* What the task asks *
Each line below that contains "Antilla" counts once; report the total and nothing more.

----- Data under study -----

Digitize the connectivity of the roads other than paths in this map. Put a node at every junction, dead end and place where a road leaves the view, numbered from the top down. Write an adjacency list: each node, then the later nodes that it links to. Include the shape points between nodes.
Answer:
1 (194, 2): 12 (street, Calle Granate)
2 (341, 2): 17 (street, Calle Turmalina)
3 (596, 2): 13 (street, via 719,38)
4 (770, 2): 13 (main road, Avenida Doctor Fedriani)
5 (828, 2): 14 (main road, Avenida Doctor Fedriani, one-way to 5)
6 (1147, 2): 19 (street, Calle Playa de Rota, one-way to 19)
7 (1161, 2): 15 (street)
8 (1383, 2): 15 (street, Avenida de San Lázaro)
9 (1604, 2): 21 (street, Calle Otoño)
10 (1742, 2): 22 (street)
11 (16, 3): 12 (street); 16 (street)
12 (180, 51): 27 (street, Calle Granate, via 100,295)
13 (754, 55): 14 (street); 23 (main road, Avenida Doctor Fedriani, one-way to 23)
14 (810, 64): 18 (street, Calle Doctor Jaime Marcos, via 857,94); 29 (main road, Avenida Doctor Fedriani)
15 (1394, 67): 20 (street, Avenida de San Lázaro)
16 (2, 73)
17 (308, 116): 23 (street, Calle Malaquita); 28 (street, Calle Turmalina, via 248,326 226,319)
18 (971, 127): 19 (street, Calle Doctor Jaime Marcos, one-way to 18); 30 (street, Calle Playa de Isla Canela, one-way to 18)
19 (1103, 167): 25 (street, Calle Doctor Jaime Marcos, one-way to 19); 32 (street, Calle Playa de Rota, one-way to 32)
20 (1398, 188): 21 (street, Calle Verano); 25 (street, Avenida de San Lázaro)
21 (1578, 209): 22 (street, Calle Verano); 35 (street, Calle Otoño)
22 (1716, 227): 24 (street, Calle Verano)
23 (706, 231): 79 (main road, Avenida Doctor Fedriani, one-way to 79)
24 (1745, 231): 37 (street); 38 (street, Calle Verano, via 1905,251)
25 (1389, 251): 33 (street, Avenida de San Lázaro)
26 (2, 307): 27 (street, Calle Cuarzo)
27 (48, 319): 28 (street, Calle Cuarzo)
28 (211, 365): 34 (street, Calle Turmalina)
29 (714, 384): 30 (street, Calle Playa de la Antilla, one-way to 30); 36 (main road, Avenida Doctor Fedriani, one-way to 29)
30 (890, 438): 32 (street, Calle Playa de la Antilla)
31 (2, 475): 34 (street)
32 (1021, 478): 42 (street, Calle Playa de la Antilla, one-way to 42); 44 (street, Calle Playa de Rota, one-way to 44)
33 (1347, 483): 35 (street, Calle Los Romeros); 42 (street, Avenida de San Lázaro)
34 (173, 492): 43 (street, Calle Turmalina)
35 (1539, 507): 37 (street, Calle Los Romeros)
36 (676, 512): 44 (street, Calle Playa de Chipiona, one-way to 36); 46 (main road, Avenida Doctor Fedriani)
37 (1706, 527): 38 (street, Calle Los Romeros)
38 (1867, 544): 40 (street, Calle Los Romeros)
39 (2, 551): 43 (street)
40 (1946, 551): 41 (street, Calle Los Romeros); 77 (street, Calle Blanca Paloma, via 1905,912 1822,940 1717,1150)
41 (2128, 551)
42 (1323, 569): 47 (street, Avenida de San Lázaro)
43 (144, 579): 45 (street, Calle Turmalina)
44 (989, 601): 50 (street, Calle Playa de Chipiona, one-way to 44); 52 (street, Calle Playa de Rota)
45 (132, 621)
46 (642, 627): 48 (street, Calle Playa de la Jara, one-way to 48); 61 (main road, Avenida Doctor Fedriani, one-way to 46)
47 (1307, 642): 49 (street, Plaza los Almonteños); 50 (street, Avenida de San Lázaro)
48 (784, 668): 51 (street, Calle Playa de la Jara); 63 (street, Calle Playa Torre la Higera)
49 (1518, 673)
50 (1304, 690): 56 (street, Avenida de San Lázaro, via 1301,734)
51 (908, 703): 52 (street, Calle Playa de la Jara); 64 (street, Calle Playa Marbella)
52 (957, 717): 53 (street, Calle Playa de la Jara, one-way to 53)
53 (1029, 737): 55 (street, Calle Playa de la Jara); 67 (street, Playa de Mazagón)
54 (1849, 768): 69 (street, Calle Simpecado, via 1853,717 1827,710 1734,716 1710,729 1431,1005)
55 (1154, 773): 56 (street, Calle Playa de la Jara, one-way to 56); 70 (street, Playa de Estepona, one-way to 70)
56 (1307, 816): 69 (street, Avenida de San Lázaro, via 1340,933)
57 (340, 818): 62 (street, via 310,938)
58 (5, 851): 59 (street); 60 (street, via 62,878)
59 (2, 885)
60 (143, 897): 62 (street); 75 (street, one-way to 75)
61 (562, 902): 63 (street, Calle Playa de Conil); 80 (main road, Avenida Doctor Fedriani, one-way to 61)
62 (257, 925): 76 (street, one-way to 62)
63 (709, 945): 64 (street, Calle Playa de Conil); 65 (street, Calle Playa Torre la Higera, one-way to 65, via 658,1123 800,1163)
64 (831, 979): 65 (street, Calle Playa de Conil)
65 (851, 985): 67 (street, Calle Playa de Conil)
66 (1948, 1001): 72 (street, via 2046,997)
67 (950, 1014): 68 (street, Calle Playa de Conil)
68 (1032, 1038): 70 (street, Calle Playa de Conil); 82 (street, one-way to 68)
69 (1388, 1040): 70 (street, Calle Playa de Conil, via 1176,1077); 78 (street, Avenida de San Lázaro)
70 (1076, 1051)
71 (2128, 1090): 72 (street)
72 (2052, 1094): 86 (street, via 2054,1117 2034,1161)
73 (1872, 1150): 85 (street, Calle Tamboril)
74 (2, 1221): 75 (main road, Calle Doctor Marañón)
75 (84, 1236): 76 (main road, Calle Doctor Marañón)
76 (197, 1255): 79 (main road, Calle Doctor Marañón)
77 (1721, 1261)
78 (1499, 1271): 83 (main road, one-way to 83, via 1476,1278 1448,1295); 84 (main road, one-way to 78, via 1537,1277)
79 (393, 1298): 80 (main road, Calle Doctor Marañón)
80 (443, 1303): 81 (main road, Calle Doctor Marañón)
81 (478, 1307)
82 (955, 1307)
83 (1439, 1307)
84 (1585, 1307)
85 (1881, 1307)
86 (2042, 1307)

-----

* Exercise result *
3